The NHS Business Services Authority confirmed the voluntary scheme pays deadline for the tax year 2018/19 has been extended until March 31, 2021 in order to support frontline workers who may struggle to pay an unexpected tax bill during this time.
Back in May this deadline had already been extended by three months to October 2020.
The NHS Business Services Authority said it was “sympathetic to the situation that NHS staff currently find themselves in during the coronavirus (Covid-19) pandemic and is keen to support members of the NHS Pension Scheme (England and Wales) who are front line healthcare workers”.
The deadline is the date by which GPs who want to have an annual allowance pension tax liability settled by way of scheme pays must have submitted their election form.
Scheme pays allows savers to settle charges of more than £2,000 through the pension fund without needing to find funds upfront.
Quilter had previously called on the government to extend this deadline by six months and also suggested there should be a wider NHS scheme pays deadline, which would allow members to make retrospective elections within a four-year period.
Graham Crossley, head of development for Quilter’s medical advice business, said: “Sorting out your pension is often at the bottom of people’s admin lists and even those with substantial time on their hands may struggle to get to it.
“Members of the NHS pension scheme are likely to have less time than most and in many cases are more likely to need to take a look at the potential tax implications of their pension on a year to year basis.”

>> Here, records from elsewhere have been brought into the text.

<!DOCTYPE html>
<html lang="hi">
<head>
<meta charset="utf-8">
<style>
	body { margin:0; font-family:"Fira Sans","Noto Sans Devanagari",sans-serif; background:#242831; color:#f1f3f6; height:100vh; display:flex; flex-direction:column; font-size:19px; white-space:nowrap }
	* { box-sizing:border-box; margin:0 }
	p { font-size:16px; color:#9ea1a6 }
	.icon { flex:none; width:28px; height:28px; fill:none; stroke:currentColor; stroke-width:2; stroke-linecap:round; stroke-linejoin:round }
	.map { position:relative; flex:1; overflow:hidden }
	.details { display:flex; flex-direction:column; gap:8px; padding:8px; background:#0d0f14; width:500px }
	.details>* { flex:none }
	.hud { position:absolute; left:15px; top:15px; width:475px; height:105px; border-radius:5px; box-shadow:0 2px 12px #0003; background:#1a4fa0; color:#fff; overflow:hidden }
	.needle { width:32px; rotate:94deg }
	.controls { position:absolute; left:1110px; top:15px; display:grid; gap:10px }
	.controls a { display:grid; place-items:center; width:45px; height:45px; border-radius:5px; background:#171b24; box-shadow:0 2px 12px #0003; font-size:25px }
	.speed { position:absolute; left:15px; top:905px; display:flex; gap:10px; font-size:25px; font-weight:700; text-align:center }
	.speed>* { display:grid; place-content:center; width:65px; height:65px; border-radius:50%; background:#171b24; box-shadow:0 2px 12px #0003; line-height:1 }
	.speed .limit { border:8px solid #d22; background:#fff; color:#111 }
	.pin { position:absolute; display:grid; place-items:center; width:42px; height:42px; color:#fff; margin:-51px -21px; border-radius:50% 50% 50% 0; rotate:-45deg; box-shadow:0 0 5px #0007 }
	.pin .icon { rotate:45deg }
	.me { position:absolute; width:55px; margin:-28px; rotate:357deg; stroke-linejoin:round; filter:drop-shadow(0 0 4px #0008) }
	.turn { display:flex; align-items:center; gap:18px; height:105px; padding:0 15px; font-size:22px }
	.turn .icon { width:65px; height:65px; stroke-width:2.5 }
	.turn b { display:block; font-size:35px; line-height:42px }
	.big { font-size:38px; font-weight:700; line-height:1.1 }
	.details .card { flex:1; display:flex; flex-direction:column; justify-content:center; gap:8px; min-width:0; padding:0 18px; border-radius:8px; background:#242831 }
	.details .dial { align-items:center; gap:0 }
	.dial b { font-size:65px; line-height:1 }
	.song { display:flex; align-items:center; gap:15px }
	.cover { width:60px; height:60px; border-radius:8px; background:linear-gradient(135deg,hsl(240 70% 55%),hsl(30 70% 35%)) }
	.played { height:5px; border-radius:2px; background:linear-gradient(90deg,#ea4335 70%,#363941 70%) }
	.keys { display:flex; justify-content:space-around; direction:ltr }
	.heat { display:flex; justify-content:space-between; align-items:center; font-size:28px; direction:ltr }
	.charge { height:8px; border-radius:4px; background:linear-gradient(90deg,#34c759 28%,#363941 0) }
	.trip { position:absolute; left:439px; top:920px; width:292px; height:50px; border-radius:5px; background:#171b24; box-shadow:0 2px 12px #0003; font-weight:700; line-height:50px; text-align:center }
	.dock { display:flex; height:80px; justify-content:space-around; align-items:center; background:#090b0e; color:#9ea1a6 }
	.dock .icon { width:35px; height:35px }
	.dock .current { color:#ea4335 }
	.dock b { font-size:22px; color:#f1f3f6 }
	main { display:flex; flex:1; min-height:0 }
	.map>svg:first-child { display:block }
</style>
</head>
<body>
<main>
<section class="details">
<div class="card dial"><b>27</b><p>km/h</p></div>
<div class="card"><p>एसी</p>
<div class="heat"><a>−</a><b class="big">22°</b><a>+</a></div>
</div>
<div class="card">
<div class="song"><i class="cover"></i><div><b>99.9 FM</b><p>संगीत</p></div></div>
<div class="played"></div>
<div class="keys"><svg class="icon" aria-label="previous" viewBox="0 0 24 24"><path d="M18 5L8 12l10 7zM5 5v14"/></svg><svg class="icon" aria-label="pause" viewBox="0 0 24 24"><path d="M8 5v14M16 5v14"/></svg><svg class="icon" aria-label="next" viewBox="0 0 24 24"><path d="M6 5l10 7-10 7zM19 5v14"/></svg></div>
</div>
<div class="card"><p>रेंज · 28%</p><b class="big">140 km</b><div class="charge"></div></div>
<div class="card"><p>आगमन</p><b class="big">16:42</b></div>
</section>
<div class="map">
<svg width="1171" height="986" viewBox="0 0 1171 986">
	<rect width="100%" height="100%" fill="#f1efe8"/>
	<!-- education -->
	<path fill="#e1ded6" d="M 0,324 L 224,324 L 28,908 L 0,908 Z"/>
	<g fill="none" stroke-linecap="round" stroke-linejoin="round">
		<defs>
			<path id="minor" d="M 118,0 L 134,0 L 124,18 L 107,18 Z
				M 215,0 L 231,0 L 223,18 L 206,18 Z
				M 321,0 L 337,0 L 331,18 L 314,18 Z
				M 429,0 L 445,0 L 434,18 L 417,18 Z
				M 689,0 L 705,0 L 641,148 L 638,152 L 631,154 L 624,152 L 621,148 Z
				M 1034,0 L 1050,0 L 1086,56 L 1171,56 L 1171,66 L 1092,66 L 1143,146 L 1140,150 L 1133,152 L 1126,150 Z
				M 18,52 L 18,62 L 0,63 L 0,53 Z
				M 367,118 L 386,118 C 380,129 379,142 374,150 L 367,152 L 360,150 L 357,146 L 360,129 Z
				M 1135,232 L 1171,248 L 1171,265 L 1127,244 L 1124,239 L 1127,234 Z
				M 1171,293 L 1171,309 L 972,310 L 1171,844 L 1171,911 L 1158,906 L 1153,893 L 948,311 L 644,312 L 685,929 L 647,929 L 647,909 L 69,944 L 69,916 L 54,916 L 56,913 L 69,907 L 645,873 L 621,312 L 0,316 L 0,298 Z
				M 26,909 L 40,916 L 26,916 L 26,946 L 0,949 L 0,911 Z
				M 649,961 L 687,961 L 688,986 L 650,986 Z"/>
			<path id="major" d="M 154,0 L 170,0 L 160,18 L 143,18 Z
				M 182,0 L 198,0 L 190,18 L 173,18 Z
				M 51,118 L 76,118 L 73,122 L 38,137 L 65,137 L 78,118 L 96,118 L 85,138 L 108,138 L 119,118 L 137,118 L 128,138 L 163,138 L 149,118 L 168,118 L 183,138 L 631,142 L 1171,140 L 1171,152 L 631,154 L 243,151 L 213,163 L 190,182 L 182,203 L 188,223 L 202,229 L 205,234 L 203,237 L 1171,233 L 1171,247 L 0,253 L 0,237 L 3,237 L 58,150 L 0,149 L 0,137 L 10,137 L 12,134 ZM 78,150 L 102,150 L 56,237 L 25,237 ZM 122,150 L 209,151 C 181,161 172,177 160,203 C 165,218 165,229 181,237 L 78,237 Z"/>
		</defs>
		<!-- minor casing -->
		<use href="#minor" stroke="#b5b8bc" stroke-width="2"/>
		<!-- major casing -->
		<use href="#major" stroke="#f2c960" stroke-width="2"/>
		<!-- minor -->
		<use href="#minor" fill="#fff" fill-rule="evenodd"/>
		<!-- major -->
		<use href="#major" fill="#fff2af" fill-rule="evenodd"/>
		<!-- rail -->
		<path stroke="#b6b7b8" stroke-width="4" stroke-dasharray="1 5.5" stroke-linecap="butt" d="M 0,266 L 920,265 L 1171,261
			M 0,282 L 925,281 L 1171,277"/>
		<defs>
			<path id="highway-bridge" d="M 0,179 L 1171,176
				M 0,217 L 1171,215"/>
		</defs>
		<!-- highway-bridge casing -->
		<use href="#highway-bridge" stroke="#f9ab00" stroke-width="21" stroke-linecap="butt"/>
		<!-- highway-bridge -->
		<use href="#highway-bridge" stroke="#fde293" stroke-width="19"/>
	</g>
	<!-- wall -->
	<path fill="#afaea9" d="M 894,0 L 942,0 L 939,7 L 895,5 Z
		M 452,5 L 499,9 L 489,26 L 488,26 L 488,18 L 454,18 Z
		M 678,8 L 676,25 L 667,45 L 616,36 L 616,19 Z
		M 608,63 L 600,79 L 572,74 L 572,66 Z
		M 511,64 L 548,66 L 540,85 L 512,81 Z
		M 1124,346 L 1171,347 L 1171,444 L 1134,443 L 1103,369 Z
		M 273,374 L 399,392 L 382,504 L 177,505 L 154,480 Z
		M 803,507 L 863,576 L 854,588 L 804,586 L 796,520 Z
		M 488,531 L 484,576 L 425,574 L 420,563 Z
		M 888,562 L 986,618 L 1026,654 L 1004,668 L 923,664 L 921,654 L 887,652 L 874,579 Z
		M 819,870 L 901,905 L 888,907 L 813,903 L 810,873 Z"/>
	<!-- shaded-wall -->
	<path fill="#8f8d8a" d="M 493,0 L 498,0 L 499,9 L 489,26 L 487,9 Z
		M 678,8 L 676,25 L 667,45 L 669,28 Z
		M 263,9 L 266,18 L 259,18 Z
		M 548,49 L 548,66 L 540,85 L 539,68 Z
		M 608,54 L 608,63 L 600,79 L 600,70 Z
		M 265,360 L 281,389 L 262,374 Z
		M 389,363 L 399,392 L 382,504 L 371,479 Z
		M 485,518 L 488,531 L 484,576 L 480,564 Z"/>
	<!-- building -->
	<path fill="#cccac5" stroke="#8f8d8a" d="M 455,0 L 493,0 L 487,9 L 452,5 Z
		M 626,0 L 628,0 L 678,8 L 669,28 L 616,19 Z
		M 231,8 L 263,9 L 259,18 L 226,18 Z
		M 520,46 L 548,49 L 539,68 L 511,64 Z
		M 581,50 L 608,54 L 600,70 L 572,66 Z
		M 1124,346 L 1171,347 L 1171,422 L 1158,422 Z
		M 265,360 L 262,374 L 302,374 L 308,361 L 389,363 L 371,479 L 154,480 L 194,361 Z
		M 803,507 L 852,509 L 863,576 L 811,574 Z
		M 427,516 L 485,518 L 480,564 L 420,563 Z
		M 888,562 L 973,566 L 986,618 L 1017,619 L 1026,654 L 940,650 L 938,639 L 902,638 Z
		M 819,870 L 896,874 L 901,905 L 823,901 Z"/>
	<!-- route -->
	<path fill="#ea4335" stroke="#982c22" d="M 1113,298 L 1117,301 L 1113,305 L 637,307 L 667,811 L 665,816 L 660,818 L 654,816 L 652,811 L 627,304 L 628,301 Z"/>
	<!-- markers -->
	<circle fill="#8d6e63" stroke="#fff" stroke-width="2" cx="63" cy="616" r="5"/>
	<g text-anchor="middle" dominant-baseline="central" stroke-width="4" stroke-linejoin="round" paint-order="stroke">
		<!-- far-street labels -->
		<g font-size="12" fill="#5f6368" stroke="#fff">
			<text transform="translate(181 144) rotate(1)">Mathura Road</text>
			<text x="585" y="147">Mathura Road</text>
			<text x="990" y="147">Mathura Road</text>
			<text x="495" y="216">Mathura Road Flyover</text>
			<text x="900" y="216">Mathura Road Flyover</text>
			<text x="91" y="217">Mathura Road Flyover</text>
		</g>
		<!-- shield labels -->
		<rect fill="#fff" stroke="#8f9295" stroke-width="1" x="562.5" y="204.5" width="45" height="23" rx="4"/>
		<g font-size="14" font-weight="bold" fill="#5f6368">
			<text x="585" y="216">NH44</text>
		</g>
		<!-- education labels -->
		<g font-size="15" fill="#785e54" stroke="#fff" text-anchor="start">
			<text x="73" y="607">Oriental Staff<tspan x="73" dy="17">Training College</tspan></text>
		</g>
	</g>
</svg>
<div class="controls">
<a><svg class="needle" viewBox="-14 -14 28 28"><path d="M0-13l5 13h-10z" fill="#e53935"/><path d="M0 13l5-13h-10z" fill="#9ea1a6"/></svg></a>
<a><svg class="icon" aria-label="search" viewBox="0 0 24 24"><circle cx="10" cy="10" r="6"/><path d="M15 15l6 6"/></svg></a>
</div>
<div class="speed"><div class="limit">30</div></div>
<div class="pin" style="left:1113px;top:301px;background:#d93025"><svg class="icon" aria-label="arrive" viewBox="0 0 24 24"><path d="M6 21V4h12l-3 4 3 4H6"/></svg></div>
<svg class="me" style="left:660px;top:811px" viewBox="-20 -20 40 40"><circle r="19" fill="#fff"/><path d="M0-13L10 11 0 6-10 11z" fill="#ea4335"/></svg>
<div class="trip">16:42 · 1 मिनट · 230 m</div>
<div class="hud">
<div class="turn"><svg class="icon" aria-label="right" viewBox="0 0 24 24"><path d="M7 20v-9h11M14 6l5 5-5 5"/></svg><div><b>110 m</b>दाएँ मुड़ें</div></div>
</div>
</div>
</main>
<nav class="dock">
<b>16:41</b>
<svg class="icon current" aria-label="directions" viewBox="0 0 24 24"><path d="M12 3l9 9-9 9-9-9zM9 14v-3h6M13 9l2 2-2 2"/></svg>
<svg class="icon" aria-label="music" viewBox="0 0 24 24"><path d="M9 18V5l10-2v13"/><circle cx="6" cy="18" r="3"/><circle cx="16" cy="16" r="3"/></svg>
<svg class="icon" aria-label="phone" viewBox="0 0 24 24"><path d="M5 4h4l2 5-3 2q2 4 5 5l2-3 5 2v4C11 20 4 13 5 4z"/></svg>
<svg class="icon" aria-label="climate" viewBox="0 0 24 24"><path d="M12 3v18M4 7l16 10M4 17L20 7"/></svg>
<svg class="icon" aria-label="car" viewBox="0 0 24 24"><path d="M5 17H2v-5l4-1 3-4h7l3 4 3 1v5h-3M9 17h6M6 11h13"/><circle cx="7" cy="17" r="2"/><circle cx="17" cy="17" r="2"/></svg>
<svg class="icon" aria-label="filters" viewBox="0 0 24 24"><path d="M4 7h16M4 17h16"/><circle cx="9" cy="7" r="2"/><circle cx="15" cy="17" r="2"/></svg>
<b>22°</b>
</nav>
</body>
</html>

He added: “It’s good to see the scheme pays deadline has been reviewed again and will be extended till the end of March 2021 giving members of the scheme a suitable amount of time to figure out if they need to avail of it."
The taper issue
The tapered annual allowance gradually reduces the allowance for those on high incomes, meaning they are more likely to suffer an annual tax charge on contributions and a lifetime allowance tax charge on their benefits.
The rules have forced senior clinicians and other high earning public sector workers to either leave their pension scheme, cut down on their working hours or retire early to avoid punitive tax bills.